Parafraseando a Jane Austen, es una verdad universalmente reconocida que una madre católica de cinco hijos debe desear que ellos consigan un buen trabajo. Sin embargo, con “bueno” no me refiero solo a un empleo que permita pagar las cuentas.
Crecí en un hogar católico y conocí a mi esposo, Aaron, en la universidad, mientras cursábamos estudios de posgrado en la Universidad de Notre Dame. Maggie, la mayor de nuestros hijos, también es una “Fighting Irish”. La tinta de su diploma aún no se había secado la primavera pasada cuando recibió una oferta de trabajo en The Pontifical Mission Societies USA (TPMS). Yo sabía que se trataba de un “trabajo en la Iglesia”, que claramente tenía que ver con “misioneros”, y que formaría parte del equipo de comunicación. Pero no tenía plena conciencia de qué era TPMS ni de cuáles serían sus funciones allí.
Cinco meses después de haber comenzado, y justo unos días antes de volver a casa por Navidad, Maggie tuvo la oportunidad de viajar a Malaui —uno de los países más pobres del mundo— junto a algunos de sus colegas. Tomó miles de fotos y recopiló el material con el que escribiría algunas de las historias que aparecen en esta revista que tienes en tus manos.

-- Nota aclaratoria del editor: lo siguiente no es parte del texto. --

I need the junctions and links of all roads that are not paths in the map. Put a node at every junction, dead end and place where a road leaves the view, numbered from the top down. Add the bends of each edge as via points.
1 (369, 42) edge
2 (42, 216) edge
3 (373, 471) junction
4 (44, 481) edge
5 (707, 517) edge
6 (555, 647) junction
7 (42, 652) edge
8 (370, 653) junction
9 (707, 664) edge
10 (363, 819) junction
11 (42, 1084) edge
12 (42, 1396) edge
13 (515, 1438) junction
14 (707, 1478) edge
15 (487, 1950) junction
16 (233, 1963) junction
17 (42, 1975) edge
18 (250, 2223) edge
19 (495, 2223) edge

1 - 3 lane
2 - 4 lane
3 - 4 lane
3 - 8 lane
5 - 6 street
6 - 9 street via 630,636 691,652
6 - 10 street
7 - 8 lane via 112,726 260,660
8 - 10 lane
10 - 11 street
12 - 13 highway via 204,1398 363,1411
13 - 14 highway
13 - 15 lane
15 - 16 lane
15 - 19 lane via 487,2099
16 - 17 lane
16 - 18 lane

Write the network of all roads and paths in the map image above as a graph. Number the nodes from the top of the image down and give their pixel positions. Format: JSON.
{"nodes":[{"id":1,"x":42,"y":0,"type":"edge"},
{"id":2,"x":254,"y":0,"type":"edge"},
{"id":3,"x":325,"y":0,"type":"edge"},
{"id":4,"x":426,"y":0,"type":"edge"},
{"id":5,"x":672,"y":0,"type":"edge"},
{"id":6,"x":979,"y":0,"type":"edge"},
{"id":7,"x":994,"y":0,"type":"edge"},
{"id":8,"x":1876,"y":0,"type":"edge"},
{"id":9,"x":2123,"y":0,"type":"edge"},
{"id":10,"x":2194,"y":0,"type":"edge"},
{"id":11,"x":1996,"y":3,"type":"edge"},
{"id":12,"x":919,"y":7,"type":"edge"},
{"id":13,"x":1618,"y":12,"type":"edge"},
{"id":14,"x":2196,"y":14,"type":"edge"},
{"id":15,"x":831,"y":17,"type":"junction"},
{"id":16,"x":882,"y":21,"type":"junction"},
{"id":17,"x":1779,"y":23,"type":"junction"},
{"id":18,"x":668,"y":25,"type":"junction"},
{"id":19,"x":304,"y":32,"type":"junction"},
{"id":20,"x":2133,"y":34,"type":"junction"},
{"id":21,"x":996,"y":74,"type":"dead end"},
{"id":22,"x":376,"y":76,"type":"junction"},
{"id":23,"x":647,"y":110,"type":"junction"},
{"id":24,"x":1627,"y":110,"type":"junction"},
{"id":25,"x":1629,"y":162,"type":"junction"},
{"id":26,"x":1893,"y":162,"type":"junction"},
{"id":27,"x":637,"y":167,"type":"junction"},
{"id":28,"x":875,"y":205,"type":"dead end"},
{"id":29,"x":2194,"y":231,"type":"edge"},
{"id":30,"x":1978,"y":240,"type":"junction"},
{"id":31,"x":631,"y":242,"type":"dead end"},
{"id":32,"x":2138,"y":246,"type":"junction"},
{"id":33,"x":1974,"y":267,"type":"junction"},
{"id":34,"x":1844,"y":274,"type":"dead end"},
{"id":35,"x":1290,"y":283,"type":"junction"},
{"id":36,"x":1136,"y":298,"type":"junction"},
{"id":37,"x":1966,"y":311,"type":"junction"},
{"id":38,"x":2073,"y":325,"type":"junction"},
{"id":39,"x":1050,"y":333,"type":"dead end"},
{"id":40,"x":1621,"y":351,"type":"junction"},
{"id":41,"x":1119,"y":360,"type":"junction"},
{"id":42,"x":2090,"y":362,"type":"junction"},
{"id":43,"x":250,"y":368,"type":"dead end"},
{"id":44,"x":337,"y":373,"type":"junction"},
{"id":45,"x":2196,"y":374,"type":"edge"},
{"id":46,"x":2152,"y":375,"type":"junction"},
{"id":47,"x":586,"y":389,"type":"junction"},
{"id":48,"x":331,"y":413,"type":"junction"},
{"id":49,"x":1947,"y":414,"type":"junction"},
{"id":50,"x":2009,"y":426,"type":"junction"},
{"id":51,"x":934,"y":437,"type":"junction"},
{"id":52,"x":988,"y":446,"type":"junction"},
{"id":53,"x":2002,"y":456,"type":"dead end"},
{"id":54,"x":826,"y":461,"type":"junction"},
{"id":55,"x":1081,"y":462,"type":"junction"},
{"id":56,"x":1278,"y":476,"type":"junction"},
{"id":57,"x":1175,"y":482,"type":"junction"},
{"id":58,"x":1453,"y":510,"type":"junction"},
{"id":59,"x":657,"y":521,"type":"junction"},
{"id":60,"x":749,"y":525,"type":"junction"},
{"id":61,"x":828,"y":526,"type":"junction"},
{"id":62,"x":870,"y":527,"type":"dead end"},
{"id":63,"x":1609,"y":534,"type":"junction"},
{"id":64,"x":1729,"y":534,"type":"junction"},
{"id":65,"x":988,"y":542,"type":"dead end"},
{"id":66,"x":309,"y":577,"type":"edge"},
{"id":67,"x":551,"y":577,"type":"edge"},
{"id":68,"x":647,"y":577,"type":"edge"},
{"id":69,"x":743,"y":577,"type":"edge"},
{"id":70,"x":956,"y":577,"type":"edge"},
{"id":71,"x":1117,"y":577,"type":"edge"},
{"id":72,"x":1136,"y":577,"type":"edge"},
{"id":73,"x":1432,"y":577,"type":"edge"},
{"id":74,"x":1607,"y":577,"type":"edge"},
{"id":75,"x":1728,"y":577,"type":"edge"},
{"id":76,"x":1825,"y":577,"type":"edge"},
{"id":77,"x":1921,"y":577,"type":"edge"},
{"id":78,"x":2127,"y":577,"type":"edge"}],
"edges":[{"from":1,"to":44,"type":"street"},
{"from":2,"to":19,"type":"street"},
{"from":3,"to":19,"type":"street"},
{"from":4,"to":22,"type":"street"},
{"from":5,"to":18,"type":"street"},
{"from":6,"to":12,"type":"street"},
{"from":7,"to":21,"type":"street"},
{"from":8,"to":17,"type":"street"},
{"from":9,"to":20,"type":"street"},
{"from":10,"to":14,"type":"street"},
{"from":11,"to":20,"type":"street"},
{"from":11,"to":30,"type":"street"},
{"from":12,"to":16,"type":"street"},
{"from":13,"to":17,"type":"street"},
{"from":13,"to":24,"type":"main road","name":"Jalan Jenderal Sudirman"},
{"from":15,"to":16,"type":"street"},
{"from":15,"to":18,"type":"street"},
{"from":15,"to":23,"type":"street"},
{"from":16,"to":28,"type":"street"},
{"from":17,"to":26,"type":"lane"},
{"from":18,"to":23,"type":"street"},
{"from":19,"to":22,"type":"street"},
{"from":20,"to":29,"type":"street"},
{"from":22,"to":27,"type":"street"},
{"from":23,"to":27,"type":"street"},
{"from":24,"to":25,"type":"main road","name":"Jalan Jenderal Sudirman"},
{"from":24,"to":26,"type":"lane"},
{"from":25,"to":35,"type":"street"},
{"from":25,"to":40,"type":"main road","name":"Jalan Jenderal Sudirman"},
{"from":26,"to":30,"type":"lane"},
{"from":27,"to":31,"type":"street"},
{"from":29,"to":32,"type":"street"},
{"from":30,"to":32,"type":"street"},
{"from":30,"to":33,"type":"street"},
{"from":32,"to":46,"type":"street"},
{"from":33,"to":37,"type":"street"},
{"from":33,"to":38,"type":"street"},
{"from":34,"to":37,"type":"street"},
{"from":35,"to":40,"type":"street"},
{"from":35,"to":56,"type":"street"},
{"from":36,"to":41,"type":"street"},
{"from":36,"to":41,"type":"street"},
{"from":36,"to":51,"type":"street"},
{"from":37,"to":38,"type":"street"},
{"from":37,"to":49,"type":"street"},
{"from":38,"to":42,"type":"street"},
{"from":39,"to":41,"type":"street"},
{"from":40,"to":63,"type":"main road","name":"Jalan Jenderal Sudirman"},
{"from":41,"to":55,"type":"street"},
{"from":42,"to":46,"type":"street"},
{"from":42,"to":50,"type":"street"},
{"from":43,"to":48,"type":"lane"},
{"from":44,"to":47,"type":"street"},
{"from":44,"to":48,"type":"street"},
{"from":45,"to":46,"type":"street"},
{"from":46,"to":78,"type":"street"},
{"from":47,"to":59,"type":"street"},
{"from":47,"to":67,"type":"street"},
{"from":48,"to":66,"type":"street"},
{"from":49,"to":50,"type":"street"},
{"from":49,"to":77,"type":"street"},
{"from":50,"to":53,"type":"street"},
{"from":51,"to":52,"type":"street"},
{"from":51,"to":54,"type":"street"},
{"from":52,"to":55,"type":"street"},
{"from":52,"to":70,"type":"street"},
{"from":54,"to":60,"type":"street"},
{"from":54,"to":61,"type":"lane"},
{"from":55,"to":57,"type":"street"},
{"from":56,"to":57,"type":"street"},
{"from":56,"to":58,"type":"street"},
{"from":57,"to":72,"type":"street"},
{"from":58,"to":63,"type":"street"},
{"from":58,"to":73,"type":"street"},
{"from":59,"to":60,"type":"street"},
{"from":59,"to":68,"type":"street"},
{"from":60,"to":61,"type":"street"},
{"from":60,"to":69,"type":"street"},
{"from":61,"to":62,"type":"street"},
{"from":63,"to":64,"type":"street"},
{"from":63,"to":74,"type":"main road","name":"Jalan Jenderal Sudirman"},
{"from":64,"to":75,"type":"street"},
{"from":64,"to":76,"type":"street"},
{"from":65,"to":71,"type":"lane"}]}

En casa solemos ser muchos a la mesa, pero en Navidad llegamos a ser casi dos docenas de personas de todas las edades y procedencias. Por eso, compartir algo más que lo básico no siempre es sencillo. Aun así, logró reunirnos a todos en la sala una mañana, y, sobornándonos con café, galletas y la promesa de una buena historia, se convirtió en esa persona que enciende la televisión para mostrar las fotos de su viaje a un lugar paradisíaco.
Y sin embargo, Maggie nos tenía cautivados con sus relatos. Nos mostró fotos de la escuela St. John, y como profesora de química para alumnos de sexto grado, me sentí impactada, incluso escandalizada, al ver que esos niños llamaban “aula” a cuatro paredes y suelos de tierra. ¿Cómo pueden aprender en esas condiciones?
Pero a través de sus historias, de las imágenes y videos de la cálida acogida que recibieron en cada lugar visitado, fuimos capaces de mirar más allá del choque cultural inicial, y de notar que, pese a todo, las fotos mostraban ojos llenos de alegría, esperanza y gratitud.
La pobreza que encontró, nos dijo Maggie, quedará grabada para siempre en su memoria, pero aún más profundamente, la dignidad de las personas que conoció. Desde los pequeños —pero para nada insignificantes— detalles de mujeres con las manos cuidadas, hasta niños vestidos con esmero con ropa heredada que parecía fuera de lugar en las humildes iglesias donde asistían a misa, ella nos contaba que era evidente que se trataba de personas conscientes de la dignidad que Dios les ha dado.
Cuanto más escuchábamos, más queríamos saber, como familia, sobre lo que Maggie estaba haciendo y sobre el impacto de The Pontifical Mission Societies en Estados Unidos y las misiones del Papa. Nos enteramos del apoyo a más de 800.000 catequistas que enseñan la fe en 1.150 territorios de misión. Nos sorprendió saber que actualmente hay unos 38.000 seminaristas que no podrían continuar sus estudios si no fuera por las becas anuales que reciben gracias a TPMS. ¿Se imaginan todo el bien que esos futuros sacerdotes podrán hacer?
También nos conmovió descubrir que hay más de 26 millones de niños y niñas que, sin el respaldo que las Iglesias locales reciben de TPMS, no tendrían acceso a la educación.
Como maestra, me sentí inspirada a actuar al saber que se podía conectar la escuela donde enseño con escuelas de muchos países del mundo. Durante la Semana de la Escuela Católica, rezamos el Rosario Misionero, uniendo a niños desde jardín hasta sexto grado. Preparamos 150 kits del Rosario Misionero que enviaremos a la escuela St. John, para que sepan que Dios está con ellos, y que también lo estamos nosotros, los católicos de América, que nos sentimos agradecidos y orgullosos de pertenecer a la Iglesia Universal.